Well, there I stayed as they did a battery of tests on me. Cat scans, bloodwork, etc.. Their initial fear was that I was in teh beginning throws of a stroke. It turns out that was not the case. After being there for longer than I cared, they determined it was caused by pressure being put on a nerve from a back injury I suffered a couple of months ago. I am now home and feeling alot better.

Why am I posting this here?

Well, it turns out the muscle relaxer I was taking, Skelaxin, can cause the sudden onset of anxiety and panic attacks. That anxiety, that worry, that started this whole down hill turn for me, resulted a couple nights ago. I remember that night, my back was extra sore. This medicine I take on a 'as needed' basis. So I took more that night than directed, hoping it would help. The extra dose started the attack...and everything went right after it.

I feel like my old self again. The meds are out of my system.

I was not missing anything! I just felt bad as a result of the medicine! It just triggered some of these other feelings on a stronger scale.

I jsut wanted to post this. It may not help anyone here, and my problem is probably very unique to me, but still. Sometimes depression, anxiety, etc, can be caused by lack of friends, by life choices, by those you love, and yes...it can be caused by physical/chemical triggers to.

Thaks to everyone that pm'd me and posted their support.
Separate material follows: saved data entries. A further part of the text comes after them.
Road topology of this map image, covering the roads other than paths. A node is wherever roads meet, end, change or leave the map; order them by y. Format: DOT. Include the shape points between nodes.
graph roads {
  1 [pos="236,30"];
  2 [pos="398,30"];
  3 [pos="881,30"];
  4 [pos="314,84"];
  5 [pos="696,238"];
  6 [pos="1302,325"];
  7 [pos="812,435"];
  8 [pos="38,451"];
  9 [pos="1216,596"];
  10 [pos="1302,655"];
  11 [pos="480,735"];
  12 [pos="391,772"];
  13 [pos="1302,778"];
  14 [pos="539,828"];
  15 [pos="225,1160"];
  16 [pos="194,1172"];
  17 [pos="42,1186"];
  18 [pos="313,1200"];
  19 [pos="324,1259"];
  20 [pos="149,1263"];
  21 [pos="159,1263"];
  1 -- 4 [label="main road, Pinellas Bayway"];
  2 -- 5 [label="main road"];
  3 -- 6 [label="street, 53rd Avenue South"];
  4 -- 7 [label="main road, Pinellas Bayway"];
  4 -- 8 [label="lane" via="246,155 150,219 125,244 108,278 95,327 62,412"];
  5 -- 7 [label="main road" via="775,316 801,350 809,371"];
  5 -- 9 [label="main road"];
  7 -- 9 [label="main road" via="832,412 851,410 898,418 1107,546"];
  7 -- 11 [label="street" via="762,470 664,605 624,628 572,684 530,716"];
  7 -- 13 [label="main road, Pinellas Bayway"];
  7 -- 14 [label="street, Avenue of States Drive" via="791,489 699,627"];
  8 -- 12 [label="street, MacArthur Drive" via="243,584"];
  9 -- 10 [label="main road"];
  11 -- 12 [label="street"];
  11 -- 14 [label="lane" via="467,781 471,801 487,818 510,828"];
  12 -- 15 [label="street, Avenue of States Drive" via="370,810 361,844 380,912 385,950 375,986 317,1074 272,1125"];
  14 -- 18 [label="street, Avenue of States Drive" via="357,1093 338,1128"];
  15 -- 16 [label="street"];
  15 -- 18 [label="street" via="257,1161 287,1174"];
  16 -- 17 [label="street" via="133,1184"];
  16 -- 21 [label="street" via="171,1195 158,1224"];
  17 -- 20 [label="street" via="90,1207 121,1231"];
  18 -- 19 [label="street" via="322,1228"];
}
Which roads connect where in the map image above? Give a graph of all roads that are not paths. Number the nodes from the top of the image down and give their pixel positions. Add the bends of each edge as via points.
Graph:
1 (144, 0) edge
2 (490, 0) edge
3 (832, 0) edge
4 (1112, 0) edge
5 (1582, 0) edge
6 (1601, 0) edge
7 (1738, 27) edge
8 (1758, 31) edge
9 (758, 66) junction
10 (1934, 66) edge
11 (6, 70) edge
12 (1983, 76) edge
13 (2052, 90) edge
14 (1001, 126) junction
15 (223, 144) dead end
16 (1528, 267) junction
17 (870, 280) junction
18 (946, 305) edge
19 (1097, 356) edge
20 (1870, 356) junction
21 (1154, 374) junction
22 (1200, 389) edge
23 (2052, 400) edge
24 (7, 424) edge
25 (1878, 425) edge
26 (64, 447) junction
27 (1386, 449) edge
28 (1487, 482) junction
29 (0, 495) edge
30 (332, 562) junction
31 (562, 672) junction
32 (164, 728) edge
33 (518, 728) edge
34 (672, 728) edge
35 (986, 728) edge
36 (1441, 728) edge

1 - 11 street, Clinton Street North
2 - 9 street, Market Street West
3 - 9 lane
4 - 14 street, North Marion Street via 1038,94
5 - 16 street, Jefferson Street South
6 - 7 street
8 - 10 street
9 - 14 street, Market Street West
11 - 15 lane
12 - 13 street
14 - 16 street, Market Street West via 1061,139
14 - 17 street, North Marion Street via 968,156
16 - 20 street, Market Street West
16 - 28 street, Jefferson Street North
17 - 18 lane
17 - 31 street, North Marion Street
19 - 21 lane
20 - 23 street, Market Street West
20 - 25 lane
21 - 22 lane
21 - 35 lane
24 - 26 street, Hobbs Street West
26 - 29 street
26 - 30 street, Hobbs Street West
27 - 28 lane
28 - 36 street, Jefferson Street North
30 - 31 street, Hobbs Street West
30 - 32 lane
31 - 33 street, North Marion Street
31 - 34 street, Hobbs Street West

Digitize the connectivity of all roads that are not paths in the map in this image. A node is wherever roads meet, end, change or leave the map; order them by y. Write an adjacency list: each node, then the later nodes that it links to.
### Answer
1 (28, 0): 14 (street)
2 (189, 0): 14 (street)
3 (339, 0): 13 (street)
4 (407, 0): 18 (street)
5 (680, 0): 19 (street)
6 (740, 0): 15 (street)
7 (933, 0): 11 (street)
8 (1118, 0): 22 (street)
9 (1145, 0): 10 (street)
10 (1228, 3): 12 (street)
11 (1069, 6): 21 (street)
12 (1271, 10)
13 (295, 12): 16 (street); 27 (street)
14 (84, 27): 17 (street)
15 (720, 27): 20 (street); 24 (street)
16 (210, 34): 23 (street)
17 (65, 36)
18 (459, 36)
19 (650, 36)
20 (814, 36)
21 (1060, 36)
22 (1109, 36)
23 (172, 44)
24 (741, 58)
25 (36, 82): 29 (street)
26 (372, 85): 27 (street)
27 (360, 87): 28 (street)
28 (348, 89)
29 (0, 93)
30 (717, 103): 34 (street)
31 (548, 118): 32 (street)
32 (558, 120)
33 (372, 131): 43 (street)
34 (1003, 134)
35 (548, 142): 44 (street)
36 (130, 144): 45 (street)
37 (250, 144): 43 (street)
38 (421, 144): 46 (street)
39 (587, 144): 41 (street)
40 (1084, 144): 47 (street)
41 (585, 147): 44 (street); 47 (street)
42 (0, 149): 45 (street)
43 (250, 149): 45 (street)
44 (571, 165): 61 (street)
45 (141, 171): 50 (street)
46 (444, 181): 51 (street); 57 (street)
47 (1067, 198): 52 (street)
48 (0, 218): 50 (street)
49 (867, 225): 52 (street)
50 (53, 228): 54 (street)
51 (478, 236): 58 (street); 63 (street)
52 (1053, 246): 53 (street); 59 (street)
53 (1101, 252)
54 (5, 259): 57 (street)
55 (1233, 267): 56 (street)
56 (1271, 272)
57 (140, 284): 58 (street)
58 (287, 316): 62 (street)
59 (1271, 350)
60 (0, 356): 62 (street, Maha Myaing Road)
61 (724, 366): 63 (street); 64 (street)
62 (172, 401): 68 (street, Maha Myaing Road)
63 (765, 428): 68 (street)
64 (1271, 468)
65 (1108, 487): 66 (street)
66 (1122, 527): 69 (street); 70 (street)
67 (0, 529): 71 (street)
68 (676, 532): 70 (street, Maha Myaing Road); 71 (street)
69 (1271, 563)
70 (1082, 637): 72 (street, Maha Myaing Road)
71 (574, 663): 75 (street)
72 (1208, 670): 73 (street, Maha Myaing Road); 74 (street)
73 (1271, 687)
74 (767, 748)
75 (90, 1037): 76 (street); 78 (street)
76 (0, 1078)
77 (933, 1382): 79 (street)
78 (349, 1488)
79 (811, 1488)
I love you guys!!!
 
Grundel, that's a panic attack. You should look it up and see what You can do about it!
 
Thanks for letting us know what's up, Grundel!

It's very appreciated! :)

Hugs!
 
To cure loneliness,get good friends and maintain them.I am really glad that I met a few people in my life that I really become close to and all of them are introverts.I just cannot keep up the activities of extroverts I guess but extroverts are great people to be with.

I met some individuals who also faced loneliness and it is really great that we became close friends and we have the mutual understanding between each other.I realised that there were no special formula for relationship but there must be a willingness between two persons to maintian the relationships.

I never was a good communicator and one good evidence of this is that I am speechless in groups.It was that willingness that provides the communication like what to talk and how to talk.The willingness also provides the commitment to make the relationships work out for both of us.